→ Collected data
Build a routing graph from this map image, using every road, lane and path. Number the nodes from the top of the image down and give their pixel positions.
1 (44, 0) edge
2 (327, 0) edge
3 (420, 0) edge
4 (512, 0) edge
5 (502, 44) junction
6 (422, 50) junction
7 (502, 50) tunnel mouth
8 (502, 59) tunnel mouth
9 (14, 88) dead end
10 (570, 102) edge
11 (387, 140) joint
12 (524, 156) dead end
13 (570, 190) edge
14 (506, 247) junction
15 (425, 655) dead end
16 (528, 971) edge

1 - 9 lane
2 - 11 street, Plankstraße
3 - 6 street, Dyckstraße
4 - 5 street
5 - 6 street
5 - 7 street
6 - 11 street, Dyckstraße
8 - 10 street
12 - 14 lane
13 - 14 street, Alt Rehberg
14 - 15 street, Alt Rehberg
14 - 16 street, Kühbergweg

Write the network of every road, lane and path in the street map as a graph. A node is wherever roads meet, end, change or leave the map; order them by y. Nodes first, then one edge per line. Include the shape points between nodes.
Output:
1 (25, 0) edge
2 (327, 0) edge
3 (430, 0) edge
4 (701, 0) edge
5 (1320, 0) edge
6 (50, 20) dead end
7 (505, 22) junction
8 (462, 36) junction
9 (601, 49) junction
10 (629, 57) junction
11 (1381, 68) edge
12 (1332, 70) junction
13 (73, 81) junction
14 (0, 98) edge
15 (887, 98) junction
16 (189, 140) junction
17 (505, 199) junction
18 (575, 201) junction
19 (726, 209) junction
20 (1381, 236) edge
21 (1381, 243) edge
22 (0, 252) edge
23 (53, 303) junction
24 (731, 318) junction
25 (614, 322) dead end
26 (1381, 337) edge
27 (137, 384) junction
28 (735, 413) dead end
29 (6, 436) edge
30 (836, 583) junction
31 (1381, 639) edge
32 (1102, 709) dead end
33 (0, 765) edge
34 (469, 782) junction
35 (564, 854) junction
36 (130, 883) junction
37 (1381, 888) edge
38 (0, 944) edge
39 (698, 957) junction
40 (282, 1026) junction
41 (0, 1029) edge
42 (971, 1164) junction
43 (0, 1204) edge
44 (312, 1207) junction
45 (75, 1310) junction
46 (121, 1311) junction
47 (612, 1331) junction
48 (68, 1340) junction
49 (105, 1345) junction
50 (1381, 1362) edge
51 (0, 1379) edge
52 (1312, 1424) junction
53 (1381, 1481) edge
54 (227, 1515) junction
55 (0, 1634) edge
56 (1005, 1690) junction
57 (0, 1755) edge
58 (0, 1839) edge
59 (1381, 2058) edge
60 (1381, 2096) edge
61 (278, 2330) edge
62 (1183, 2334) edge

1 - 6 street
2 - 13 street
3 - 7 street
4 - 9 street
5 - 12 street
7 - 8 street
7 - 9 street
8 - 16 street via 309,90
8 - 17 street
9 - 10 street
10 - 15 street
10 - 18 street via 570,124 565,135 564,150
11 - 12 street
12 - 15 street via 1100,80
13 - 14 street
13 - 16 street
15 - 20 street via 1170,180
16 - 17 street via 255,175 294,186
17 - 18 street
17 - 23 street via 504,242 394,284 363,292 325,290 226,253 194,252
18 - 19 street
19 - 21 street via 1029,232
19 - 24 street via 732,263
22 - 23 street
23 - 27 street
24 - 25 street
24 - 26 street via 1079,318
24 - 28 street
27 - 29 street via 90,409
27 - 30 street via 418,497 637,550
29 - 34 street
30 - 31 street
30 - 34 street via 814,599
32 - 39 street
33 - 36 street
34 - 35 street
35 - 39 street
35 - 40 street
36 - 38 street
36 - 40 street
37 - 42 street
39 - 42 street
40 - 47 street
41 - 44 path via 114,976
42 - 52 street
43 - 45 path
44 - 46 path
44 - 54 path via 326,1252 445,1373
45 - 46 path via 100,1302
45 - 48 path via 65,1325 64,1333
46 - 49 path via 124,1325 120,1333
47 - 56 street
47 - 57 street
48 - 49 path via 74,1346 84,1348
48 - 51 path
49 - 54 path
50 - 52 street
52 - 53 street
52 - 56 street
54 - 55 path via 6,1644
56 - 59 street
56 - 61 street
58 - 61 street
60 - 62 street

→ PROBLEM
Your answer must be an exact transcription of all the data above.

→ YOUR SOLUTION
Build a routing graph from this map image, using every road, lane and path. Number the nodes from the top of the image down and give their pixel positions.
1 (44, 0) edge
2 (327, 0) edge
3 (420, 0) edge
4 (512, 0) edge
5 (502, 44) junction
6 (422, 50) junction
7 (502, 50) tunnel mouth
8 (502, 59) tunnel mouth
9 (14, 88) dead end
10 (570, 102) edge
11 (387, 140) joint
12 (524, 156) dead end
13 (570, 190) edge
14 (506, 247) junction
15 (425, 655) dead end
16 (528, 971) edge

1 - 9 lane
2 - 11 street, Plankstraße
3 - 6 street, Dyckstraße
4 - 5 street
5 - 6 street
5 - 7 street
6 - 11 street, Dyckstraße
8 - 10 street
12 - 14 lane
13 - 14 street, Alt Rehberg
14 - 15 street, Alt Rehberg
14 - 16 street, Kühbergweg

Write the network of every road, lane and path in the street map as a graph. A node is wherever roads meet, end, change or leave the map; order them by y. Nodes first, then one edge per line. Include the shape points between nodes.
Output:
1 (25, 0) edge
2 (327, 0) edge
3 (430, 0) edge
4 (701, 0) edge
5 (1320, 0) edge
6 (50, 20) dead end
7 (505, 22) junction
8 (462, 36) junction
9 (601, 49) junction
10 (629, 57) junction
11 (1381, 68) edge
12 (1332, 70) junction
13 (73, 81) junction
14 (0, 98) edge
15 (887, 98) junction
16 (189, 140) junction
17 (505, 199) junction
18 (575, 201) junction
19 (726, 209) junction
20 (1381, 236) edge
21 (1381, 243) edge
22 (0, 252) edge
23 (53, 303) junction
24 (731, 318) junction
25 (614, 322) dead end
26 (1381, 337) edge
27 (137, 384) junction
28 (735, 413) dead end
29 (6, 436) edge
30 (836, 583) junction
31 (1381, 639) edge
32 (1102, 709) dead end
33 (0, 765) edge
34 (469, 782) junction
35 (564, 854) junction
36 (130, 883) junction
37 (1381, 888) edge
38 (0, 944) edge
39 (698, 957) junction
40 (282, 1026) junction
41 (0, 1029) edge
42 (971, 1164) junction
43 (0, 1204) edge
44 (312, 1207) junction
45 (75, 1310) junction
46 (121, 1311) junction
47 (612, 1331) junction
48 (68, 1340) junction
49 (105, 1345) junction
50 (1381, 1362) edge
51 (0, 1379) edge
52 (1312, 1424) junction
53 (1381, 1481) edge
54 (227, 1515) junction
55 (0, 1634) edge
56 (1005, 1690) junction
57 (0, 1755) edge
58 (0, 1839) edge
59 (1381, 2058) edge
60 (1381, 2096) edge
61 (278, 2330) edge
62 (1183, 2334) edge

1 - 6 street
2 - 13 street
3 - 7 street
4 - 9 street
5 - 12 street
7 - 8 street
7 - 9 street
8 - 16 street via 309,90
8 - 17 street
9 - 10 street
10 - 15 street
10 - 18 street via 570,124 565,135 564,150
11 - 12 street
12 - 15 street via 1100,80
13 - 14 street
13 - 16 street
15 - 20 street via 1170,180
16 - 17 street via 255,175 294,186
17 - 18 street
17 - 23 street via 504,242 394,284 363,292 325,290 226,253 194,252
18 - 19 street
19 - 21 street via 1029,232
19 - 24 street via 732,263
22 - 23 street
23 - 27 street
24 - 25 street
24 - 26 street via 1079,318
24 - 28 street
27 - 29 street via 90,409
27 - 30 street via 418,497 637,550
29 - 34 street
30 - 31 street
30 - 34 street via 814,599
32 - 39 street
33 - 36 street
34 - 35 street
35 - 39 street
35 - 40 street
36 - 38 street
36 - 40 street
37 - 42 street
39 - 42 street
40 - 47 street
41 - 44 path via 114,976
42 - 52 street
43 - 45 path
44 - 46 path
44 - 54 path via 326,1252 445,1373
45 - 46 path via 100,1302
45 - 48 path via 65,1325 64,1333
46 - 49 path via 124,1325 120,1333
47 - 56 street
47 - 57 street
48 - 49 path via 74,1346 84,1348
48 - 51 path
49 - 54 path
50 - 52 street
52 - 53 street
52 - 56 street
54 - 55 path via 6,1644
56 - 59 street
56 - 61 street
58 - 61 street
60 - 62 street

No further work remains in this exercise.